Exact copies of all records below are needed.

╭─ Dataset records

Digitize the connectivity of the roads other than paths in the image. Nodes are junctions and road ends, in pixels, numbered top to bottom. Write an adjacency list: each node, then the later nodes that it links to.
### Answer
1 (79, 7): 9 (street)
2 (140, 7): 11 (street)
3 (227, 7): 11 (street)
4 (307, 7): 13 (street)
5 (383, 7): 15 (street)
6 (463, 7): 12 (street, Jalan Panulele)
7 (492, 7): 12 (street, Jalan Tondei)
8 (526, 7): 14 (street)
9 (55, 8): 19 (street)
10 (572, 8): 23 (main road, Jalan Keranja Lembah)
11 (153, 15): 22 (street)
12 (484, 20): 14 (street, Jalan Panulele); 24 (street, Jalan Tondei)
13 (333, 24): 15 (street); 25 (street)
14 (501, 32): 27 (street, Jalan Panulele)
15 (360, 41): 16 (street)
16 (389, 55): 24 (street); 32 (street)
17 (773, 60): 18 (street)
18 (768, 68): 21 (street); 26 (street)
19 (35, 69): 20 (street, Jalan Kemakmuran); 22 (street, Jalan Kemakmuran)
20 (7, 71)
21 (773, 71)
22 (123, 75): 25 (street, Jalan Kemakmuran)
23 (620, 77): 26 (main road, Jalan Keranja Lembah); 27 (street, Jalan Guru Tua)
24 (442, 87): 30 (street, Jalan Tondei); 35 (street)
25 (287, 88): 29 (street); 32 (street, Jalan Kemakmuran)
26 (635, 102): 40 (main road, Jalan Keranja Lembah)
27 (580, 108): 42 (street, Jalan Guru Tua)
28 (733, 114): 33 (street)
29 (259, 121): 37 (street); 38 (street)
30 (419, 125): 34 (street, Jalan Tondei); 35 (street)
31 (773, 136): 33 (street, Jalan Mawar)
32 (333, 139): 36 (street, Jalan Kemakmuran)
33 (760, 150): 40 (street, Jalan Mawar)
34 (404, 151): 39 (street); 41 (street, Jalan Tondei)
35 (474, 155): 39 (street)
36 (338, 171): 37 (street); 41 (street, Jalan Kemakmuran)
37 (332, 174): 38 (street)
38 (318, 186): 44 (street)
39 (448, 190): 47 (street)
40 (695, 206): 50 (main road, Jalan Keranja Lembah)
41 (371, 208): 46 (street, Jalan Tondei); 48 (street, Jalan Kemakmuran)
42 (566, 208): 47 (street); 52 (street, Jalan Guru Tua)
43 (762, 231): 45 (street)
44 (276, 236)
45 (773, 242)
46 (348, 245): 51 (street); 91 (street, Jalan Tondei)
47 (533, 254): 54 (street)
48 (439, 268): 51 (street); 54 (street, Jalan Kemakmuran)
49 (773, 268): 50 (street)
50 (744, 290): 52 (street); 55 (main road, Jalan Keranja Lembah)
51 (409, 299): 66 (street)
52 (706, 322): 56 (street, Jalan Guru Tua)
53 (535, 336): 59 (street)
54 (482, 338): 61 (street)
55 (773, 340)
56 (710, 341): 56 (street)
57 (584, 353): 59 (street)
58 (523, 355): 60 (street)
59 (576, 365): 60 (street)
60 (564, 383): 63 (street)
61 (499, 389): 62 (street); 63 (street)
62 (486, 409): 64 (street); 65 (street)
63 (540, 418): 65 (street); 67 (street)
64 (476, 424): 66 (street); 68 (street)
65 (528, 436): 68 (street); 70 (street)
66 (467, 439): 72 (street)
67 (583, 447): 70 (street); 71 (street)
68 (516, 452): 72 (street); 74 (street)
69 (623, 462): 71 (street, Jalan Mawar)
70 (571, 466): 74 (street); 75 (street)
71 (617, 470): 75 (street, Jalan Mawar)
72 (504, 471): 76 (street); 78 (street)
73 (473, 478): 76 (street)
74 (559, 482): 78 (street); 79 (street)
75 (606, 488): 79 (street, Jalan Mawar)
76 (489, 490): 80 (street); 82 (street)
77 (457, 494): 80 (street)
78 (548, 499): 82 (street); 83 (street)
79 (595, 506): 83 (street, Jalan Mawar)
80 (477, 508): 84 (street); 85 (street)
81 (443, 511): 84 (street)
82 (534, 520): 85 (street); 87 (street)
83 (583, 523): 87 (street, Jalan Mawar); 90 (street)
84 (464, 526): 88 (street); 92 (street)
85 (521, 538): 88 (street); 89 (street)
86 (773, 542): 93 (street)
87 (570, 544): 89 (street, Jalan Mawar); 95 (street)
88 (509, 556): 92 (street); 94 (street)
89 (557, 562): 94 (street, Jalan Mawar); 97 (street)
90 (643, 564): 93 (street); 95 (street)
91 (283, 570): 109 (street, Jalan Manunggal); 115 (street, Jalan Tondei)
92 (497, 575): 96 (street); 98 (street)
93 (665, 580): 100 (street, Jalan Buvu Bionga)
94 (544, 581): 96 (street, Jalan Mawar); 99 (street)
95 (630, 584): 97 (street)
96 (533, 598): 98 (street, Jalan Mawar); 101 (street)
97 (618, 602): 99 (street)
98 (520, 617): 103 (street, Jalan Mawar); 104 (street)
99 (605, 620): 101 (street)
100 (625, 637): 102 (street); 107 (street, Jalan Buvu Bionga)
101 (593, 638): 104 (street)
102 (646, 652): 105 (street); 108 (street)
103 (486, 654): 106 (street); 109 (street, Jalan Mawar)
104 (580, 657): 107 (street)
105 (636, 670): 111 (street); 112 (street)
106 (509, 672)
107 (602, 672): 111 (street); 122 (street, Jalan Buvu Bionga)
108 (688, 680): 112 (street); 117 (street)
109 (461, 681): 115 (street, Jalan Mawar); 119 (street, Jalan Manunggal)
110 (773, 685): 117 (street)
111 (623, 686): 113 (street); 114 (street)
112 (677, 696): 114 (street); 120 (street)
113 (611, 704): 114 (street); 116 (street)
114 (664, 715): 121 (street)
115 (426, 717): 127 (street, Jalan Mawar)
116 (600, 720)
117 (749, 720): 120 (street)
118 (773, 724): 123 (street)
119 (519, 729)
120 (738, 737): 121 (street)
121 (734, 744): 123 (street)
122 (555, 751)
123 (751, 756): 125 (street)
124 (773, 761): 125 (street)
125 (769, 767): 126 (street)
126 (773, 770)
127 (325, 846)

╰─

> _Solution to this exercise_
Digitize the connectivity of the roads other than paths in the image. Nodes are junctions and road ends, in pixels, numbered top to bottom. Write an adjacency list: each node, then the later nodes that it links to.
### Answer
1 (79, 7): 9 (street)
2 (140, 7): 11 (street)
3 (227, 7): 11 (street)
4 (307, 7): 13 (street)
5 (383, 7): 15 (street)
6 (463, 7): 12 (street, Jalan Panulele)
7 (492, 7): 12 (street, Jalan Tondei)
8 (526, 7): 14 (street)
9 (55, 8): 19 (street)
10 (572, 8): 23 (main road, Jalan Keranja Lembah)
11 (153, 15): 22 (street)
12 (484, 20): 14 (street, Jalan Panulele); 24 (street, Jalan Tondei)
13 (333, 24): 15 (street); 25 (street)
14 (501, 32): 27 (street, Jalan Panulele)
15 (360, 41): 16 (street)
16 (389, 55): 24 (street); 32 (street)
17 (773, 60): 18 (street)
18 (768, 68): 21 (street); 26 (street)
19 (35, 69): 20 (street, Jalan Kemakmuran); 22 (street, Jalan Kemakmuran)
20 (7, 71)
21 (773, 71)
22 (123, 75): 25 (street, Jalan Kemakmuran)
23 (620, 77): 26 (main road, Jalan Keranja Lembah); 27 (street, Jalan Guru Tua)
24 (442, 87): 30 (street, Jalan Tondei); 35 (street)
25 (287, 88): 29 (street); 32 (street, Jalan Kemakmuran)
26 (635, 102): 40 (main road, Jalan Keranja Lembah)
27 (580, 108): 42 (street, Jalan Guru Tua)
28 (733, 114): 33 (street)
29 (259, 121): 37 (street); 38 (street)
30 (419, 125): 34 (street, Jalan Tondei); 35 (street)
31 (773, 136): 33 (street, Jalan Mawar)
32 (333, 139): 36 (street, Jalan Kemakmuran)
33 (760, 150): 40 (street, Jalan Mawar)
34 (404, 151): 39 (street); 41 (street, Jalan Tondei)
35 (474, 155): 39 (street)
36 (338, 171): 37 (street); 41 (street, Jalan Kemakmuran)
37 (332, 174): 38 (street)
38 (318, 186): 44 (street)
39 (448, 190): 47 (street)
40 (695, 206): 50 (main road, Jalan Keranja Lembah)
41 (371, 208): 46 (street, Jalan Tondei); 48 (street, Jalan Kemakmuran)
42 (566, 208): 47 (street); 52 (street, Jalan Guru Tua)
43 (762, 231): 45 (street)
44 (276, 236)
45 (773, 242)
46 (348, 245): 51 (street); 91 (street, Jalan Tondei)
47 (533, 254): 54 (street)
48 (439, 268): 51 (street); 54 (street, Jalan Kemakmuran)
49 (773, 268): 50 (street)
50 (744, 290): 52 (street); 55 (main road, Jalan Keranja Lembah)
51 (409, 299): 66 (street)
52 (706, 322): 56 (street, Jalan Guru Tua)
53 (535, 336): 59 (street)
54 (482, 338): 61 (street)
55 (773, 340)
56 (710, 341): 56 (street)
57 (584, 353): 59 (street)
58 (523, 355): 60 (street)
59 (576, 365): 60 (street)
60 (564, 383): 63 (street)
61 (499, 389): 62 (street); 63 (street)
62 (486, 409): 64 (street); 65 (street)
63 (540, 418): 65 (street); 67 (street)
64 (476, 424): 66 (street); 68 (street)
65 (528, 436): 68 (street); 70 (street)
66 (467, 439): 72 (street)
67 (583, 447): 70 (street); 71 (street)
68 (516, 452): 72 (street); 74 (street)
69 (623, 462): 71 (street, Jalan Mawar)
70 (571, 466): 74 (street); 75 (street)
71 (617, 470): 75 (street, Jalan Mawar)
72 (504, 471): 76 (street); 78 (street)
73 (473, 478): 76 (street)
74 (559, 482): 78 (street); 79 (street)
75 (606, 488): 79 (street, Jalan Mawar)
76 (489, 490): 80 (street); 82 (street)
77 (457, 494): 80 (street)
78 (548, 499): 82 (street); 83 (street)
79 (595, 506): 83 (street, Jalan Mawar)
80 (477, 508): 84 (street); 85 (street)
81 (443, 511): 84 (street)
82 (534, 520): 85 (street); 87 (street)
83 (583, 523): 87 (street, Jalan Mawar); 90 (street)
84 (464, 526): 88 (street); 92 (street)
85 (521, 538): 88 (street); 89 (street)
86 (773, 542): 93 (street)
87 (570, 544): 89 (street, Jalan Mawar); 95 (street)
88 (509, 556): 92 (street); 94 (street)
89 (557, 562): 94 (street, Jalan Mawar); 97 (street)
90 (643, 564): 93 (street); 95 (street)
91 (283, 570): 109 (street, Jalan Manunggal); 115 (street, Jalan Tondei)
92 (497, 575): 96 (street); 98 (street)
93 (665, 580): 100 (street, Jalan Buvu Bionga)
94 (544, 581): 96 (street, Jalan Mawar); 99 (street)
95 (630, 584): 97 (street)
96 (533, 598): 98 (street, Jalan Mawar); 101 (street)
97 (618, 602): 99 (street)
98 (520, 617): 103 (street, Jalan Mawar); 104 (street)
99 (605, 620): 101 (street)
100 (625, 637): 102 (street); 107 (street, Jalan Buvu Bionga)
101 (593, 638): 104 (street)
102 (646, 652): 105 (street); 108 (street)
103 (486, 654): 106 (street); 109 (street, Jalan Mawar)
104 (580, 657): 107 (street)
105 (636, 670): 111 (street); 112 (street)
106 (509, 672)
107 (602, 672): 111 (street); 122 (street, Jalan Buvu Bionga)
108 (688, 680): 112 (street); 117 (street)
109 (461, 681): 115 (street, Jalan Mawar); 119 (street, Jalan Manunggal)
110 (773, 685): 117 (street)
111 (623, 686): 113 (street); 114 (street)
112 (677, 696): 114 (street); 120 (street)
113 (611, 704): 114 (street); 116 (street)
114 (664, 715): 121 (street)
115 (426, 717): 127 (street, Jalan Mawar)
116 (600, 720)
117 (749, 720): 120 (street)
118 (773, 724): 123 (street)
119 (519, 729)
120 (738, 737): 121 (street)
121 (734, 744): 123 (street)
122 (555, 751)
123 (751, 756): 125 (street)
124 (773, 761): 125 (street)
125 (769, 767): 126 (street)
126 (773, 770)
127 (325, 846)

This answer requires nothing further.